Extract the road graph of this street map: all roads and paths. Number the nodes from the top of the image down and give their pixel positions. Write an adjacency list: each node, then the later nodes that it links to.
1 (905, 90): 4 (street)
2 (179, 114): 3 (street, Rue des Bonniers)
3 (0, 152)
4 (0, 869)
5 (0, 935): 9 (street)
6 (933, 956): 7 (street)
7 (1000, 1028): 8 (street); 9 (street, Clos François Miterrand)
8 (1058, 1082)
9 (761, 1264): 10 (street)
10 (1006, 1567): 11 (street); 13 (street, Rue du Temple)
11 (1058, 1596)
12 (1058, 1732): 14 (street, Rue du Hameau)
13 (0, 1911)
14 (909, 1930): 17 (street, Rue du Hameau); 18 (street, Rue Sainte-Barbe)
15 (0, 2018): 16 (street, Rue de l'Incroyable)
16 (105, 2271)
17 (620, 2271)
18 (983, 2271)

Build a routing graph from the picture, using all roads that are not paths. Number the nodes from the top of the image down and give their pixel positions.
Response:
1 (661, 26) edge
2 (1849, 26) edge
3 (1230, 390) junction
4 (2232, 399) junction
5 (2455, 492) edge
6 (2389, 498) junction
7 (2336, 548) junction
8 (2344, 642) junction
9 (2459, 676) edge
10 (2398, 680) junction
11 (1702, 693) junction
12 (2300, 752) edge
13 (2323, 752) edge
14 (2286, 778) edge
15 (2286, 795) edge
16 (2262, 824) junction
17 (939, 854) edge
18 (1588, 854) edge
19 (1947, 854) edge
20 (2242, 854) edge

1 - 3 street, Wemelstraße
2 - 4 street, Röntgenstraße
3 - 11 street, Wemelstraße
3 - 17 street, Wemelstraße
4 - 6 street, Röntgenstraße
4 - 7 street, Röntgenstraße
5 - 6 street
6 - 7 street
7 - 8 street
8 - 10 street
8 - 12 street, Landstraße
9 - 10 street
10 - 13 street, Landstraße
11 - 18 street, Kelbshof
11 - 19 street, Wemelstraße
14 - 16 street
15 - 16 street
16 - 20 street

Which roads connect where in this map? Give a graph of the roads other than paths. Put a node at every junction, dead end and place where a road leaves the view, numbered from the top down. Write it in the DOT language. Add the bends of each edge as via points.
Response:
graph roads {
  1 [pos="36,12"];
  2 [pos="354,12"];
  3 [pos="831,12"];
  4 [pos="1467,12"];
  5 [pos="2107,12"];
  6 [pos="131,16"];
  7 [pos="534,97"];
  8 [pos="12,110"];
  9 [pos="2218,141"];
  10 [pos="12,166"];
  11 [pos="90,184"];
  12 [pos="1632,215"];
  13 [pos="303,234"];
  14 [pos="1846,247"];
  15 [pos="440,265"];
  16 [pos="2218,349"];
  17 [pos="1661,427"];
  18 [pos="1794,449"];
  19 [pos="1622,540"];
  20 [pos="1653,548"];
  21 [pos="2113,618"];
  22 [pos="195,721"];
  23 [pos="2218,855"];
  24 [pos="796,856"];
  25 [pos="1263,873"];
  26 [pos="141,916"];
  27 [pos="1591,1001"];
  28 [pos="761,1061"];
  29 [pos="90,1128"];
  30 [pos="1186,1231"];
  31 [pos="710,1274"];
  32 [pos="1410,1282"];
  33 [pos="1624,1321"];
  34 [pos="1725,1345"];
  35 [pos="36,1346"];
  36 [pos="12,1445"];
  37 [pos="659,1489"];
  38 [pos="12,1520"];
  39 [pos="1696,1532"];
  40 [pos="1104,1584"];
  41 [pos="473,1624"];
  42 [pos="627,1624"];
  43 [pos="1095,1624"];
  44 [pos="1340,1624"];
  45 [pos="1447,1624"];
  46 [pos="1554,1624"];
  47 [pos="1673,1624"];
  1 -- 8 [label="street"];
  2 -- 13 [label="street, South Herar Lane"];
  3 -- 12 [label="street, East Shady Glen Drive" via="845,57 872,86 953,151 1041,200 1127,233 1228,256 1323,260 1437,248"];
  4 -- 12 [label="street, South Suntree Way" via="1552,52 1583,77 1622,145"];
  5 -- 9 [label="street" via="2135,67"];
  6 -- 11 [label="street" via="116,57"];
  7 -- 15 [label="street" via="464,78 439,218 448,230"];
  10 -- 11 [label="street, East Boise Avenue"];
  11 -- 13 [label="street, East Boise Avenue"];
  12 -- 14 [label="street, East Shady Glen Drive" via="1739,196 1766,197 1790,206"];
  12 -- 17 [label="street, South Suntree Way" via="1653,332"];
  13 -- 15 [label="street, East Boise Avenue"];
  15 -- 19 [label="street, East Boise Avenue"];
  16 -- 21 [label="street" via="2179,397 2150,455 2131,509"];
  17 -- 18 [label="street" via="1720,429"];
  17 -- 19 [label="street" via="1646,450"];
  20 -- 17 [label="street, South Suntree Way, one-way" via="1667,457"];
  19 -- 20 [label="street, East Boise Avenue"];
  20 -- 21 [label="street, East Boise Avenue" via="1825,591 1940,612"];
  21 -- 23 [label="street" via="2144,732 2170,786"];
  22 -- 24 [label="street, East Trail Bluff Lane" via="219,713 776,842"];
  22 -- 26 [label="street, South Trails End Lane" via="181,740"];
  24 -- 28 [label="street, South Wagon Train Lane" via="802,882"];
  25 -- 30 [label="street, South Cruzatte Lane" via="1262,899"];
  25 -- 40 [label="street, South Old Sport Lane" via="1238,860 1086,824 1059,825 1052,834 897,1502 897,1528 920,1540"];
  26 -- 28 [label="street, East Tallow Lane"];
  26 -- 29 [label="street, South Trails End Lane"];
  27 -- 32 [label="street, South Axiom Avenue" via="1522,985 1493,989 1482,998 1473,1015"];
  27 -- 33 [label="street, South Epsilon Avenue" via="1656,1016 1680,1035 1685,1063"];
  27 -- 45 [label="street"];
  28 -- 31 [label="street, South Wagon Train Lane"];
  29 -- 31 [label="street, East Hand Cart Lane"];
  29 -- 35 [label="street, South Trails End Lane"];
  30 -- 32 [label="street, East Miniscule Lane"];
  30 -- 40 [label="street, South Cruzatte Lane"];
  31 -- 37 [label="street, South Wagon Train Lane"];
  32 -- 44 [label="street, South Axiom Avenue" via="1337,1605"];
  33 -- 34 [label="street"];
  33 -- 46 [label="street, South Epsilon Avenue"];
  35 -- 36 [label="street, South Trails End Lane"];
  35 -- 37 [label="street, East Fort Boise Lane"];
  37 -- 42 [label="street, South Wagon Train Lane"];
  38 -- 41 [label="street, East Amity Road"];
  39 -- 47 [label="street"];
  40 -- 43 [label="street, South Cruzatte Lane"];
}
========================================
# TASK TO COMPLETE:
Each line from the top of the data, up to and including the line that contains "Build a routing", should be set down exactly.

# OUTPUT FOR THIS TASK:
Extract the road graph of this street map: all roads and paths. Number the nodes from the top of the image down and give their pixel positions. Write an adjacency list: each node, then the later nodes that it links to.
1 (905, 90): 4 (street)
2 (179, 114): 3 (street, Rue des Bonniers)
3 (0, 152)
4 (0, 869)
5 (0, 935): 9 (street)
6 (933, 956): 7 (street)
7 (1000, 1028): 8 (street); 9 (street, Clos François Miterrand)
8 (1058, 1082)
9 (761, 1264): 10 (street)
10 (1006, 1567): 11 (street); 13 (street, Rue du Temple)
11 (1058, 1596)
12 (1058, 1732): 14 (street, Rue du Hameau)
13 (0, 1911)
14 (909, 1930): 17 (street, Rue du Hameau); 18 (street, Rue Sainte-Barbe)
15 (0, 2018): 16 (street, Rue de l'Incroyable)
16 (105, 2271)
17 (620, 2271)
18 (983, 2271)

Build a routing graph from the picture, using all roads that are not paths. Number the nodes from the top of the image down and give their pixel positions.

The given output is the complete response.